Record set section start

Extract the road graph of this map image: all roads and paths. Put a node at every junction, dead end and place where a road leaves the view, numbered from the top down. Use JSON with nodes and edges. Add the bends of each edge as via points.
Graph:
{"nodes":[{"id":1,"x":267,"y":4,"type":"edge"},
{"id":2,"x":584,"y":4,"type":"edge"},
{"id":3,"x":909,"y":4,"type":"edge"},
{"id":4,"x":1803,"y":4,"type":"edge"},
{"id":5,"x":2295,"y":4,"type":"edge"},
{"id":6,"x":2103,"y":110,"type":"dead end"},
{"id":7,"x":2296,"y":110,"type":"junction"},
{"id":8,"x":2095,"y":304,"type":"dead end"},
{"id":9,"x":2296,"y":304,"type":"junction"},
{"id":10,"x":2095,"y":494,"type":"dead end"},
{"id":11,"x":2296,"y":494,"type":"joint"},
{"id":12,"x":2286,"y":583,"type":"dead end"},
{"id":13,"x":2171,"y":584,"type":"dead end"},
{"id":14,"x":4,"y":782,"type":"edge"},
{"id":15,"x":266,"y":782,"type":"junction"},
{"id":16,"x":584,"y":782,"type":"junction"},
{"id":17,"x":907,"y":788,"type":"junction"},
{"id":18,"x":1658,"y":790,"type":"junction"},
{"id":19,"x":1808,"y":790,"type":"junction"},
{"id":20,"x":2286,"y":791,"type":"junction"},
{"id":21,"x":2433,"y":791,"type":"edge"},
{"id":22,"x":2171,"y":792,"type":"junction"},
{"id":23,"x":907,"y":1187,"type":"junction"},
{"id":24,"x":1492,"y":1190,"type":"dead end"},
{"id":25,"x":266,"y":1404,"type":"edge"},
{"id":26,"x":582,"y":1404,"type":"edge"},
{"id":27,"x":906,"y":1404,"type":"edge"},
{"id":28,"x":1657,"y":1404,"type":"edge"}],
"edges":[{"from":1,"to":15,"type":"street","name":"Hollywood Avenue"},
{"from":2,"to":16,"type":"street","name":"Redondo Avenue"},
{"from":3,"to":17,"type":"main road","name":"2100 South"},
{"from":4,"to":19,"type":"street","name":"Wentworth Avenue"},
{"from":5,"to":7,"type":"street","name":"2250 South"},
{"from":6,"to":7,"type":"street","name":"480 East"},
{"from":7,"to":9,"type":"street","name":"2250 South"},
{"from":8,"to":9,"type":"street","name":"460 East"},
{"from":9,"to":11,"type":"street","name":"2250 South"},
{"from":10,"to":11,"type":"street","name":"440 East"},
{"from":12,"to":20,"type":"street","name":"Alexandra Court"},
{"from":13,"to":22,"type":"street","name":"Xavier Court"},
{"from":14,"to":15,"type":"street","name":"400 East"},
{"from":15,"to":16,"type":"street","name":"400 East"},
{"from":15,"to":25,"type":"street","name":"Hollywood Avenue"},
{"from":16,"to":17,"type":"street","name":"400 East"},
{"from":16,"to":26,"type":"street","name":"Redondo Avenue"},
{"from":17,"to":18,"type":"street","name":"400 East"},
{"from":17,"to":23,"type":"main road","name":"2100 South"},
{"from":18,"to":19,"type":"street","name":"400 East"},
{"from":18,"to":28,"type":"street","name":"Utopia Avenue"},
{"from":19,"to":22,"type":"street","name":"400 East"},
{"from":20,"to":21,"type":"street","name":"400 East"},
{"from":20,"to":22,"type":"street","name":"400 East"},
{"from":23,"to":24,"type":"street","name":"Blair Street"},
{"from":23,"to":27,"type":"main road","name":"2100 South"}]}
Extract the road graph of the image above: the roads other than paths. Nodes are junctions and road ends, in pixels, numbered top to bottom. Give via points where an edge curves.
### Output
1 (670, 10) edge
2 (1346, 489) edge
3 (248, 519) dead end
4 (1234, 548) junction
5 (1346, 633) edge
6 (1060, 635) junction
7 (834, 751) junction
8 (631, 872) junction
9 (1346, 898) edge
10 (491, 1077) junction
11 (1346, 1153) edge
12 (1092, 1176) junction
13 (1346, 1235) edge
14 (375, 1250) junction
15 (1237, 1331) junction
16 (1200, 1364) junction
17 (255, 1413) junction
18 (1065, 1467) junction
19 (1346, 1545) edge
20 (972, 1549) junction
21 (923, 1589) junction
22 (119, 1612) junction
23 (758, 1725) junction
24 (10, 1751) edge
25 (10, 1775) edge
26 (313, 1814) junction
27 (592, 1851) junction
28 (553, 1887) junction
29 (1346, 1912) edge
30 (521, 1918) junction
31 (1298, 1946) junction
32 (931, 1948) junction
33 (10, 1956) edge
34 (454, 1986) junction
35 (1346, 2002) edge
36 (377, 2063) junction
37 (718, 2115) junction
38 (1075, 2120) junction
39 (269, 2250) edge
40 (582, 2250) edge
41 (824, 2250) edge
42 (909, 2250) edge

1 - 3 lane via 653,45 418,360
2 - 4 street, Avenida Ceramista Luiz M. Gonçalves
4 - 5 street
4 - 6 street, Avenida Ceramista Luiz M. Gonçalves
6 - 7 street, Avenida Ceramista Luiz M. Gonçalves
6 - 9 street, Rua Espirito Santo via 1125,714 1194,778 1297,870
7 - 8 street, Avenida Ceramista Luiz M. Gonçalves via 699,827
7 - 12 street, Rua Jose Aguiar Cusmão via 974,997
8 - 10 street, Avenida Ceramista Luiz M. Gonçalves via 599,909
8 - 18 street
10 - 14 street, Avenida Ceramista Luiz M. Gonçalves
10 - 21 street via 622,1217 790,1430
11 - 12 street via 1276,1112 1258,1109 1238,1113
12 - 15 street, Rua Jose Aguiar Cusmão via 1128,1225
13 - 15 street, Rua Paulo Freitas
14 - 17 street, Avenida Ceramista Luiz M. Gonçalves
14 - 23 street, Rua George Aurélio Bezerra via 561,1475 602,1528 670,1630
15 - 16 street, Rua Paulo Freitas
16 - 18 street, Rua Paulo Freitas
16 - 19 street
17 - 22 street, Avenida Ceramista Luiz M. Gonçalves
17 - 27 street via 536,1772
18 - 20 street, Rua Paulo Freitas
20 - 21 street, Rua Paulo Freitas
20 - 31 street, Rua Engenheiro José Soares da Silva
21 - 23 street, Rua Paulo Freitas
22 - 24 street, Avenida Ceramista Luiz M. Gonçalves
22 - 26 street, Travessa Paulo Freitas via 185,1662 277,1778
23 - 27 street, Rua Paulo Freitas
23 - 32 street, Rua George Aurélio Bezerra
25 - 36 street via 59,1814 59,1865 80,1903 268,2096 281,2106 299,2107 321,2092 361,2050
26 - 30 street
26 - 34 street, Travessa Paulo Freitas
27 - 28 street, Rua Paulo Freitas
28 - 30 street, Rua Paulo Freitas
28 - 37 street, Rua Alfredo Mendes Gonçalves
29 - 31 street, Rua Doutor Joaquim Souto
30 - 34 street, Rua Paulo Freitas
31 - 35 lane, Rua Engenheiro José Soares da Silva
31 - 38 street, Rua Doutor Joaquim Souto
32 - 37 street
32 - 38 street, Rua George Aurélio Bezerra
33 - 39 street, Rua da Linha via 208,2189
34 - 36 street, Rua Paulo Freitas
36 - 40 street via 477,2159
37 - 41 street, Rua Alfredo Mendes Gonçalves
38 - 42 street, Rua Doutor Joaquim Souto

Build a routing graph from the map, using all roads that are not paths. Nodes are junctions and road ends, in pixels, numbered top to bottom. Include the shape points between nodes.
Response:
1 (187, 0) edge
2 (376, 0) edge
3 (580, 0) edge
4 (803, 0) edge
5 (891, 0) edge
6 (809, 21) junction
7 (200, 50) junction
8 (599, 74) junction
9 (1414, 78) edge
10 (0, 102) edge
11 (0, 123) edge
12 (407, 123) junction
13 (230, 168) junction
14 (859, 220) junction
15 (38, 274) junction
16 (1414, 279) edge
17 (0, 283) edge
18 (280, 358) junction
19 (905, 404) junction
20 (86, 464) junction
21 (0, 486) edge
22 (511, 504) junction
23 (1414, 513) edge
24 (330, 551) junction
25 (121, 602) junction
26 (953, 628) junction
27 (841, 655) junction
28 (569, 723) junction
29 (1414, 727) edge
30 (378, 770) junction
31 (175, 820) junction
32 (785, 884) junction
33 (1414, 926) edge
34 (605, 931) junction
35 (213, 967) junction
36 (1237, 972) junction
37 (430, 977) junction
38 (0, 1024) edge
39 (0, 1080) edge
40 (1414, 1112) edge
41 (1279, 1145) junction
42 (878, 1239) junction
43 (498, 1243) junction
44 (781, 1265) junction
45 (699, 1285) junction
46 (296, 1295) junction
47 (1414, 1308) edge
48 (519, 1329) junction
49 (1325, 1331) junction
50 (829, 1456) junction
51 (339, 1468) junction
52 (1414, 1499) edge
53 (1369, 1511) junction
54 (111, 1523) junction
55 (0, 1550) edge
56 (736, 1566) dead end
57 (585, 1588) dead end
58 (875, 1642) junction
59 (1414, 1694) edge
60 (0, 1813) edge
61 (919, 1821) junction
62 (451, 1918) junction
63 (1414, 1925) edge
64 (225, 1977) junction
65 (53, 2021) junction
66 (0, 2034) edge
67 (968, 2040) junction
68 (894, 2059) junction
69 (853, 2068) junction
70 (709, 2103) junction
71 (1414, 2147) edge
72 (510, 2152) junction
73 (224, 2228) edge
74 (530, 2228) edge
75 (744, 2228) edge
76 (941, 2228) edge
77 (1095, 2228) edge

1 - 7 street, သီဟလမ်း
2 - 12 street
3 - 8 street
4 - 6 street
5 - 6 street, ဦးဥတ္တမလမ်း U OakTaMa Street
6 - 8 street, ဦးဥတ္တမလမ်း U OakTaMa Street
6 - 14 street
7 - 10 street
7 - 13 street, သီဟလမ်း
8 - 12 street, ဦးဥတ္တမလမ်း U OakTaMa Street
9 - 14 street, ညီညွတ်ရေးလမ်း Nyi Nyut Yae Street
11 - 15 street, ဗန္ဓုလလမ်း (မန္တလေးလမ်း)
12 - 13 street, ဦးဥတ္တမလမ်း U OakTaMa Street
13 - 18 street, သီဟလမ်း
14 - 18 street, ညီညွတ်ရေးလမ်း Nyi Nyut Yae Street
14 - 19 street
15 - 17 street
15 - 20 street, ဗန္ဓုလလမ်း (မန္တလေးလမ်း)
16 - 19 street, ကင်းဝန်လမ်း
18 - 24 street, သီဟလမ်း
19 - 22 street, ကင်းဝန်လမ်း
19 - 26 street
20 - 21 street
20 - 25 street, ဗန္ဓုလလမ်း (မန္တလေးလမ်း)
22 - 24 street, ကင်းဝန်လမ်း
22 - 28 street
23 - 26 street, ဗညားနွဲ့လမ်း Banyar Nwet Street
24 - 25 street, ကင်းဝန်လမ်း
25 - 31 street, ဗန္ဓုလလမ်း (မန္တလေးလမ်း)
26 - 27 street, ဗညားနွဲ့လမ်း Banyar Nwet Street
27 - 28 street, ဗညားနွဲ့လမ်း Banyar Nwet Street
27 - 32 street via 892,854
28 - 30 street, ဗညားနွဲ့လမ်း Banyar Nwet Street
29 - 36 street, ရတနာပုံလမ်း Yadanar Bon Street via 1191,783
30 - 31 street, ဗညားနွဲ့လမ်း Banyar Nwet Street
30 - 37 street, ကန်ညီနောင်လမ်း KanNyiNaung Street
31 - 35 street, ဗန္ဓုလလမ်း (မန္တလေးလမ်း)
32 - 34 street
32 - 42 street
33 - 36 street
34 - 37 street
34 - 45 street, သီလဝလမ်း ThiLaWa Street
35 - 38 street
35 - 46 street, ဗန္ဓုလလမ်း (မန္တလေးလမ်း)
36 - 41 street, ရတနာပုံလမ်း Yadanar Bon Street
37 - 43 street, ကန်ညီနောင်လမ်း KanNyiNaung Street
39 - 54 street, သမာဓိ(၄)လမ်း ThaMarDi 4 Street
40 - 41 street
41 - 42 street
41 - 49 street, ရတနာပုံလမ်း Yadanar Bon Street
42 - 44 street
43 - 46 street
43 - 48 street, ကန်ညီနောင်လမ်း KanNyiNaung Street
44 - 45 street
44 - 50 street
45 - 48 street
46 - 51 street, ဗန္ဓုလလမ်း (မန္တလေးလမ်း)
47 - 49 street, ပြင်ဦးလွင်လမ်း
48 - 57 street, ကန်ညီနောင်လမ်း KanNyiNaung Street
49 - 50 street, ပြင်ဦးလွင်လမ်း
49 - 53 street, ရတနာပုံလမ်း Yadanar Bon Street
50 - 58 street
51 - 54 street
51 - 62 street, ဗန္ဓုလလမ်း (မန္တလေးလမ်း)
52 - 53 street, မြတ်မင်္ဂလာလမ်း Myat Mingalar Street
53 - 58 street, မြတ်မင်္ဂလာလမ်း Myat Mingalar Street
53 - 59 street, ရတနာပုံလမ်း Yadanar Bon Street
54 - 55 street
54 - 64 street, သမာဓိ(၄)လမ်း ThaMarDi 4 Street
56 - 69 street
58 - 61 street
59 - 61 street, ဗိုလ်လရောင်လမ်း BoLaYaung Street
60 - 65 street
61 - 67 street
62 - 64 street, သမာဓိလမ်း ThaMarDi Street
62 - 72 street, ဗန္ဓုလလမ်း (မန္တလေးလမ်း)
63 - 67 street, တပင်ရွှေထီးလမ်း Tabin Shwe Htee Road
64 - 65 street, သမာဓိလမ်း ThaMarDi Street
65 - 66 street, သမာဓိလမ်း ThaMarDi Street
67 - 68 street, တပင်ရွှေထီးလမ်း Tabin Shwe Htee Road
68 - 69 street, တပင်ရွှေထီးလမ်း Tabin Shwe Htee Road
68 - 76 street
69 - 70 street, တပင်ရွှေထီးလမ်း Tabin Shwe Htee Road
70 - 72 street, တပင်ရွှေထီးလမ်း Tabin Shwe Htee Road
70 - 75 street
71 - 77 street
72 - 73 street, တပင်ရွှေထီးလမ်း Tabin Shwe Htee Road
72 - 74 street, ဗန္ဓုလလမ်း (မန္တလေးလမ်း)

Record set section end

Directions
The word "junctions" appears in some of the lines above. Copy those lines.

Exercise solution
Extract the road graph of the image above: the roads other than paths. Nodes are junctions and road ends, in pixels, numbered top to bottom. Give via points where an edge curves.
Build a routing graph from the map, using all roads that are not paths. Nodes are junctions and road ends, in pixels, numbered top to bottom. Include the shape points between nodes.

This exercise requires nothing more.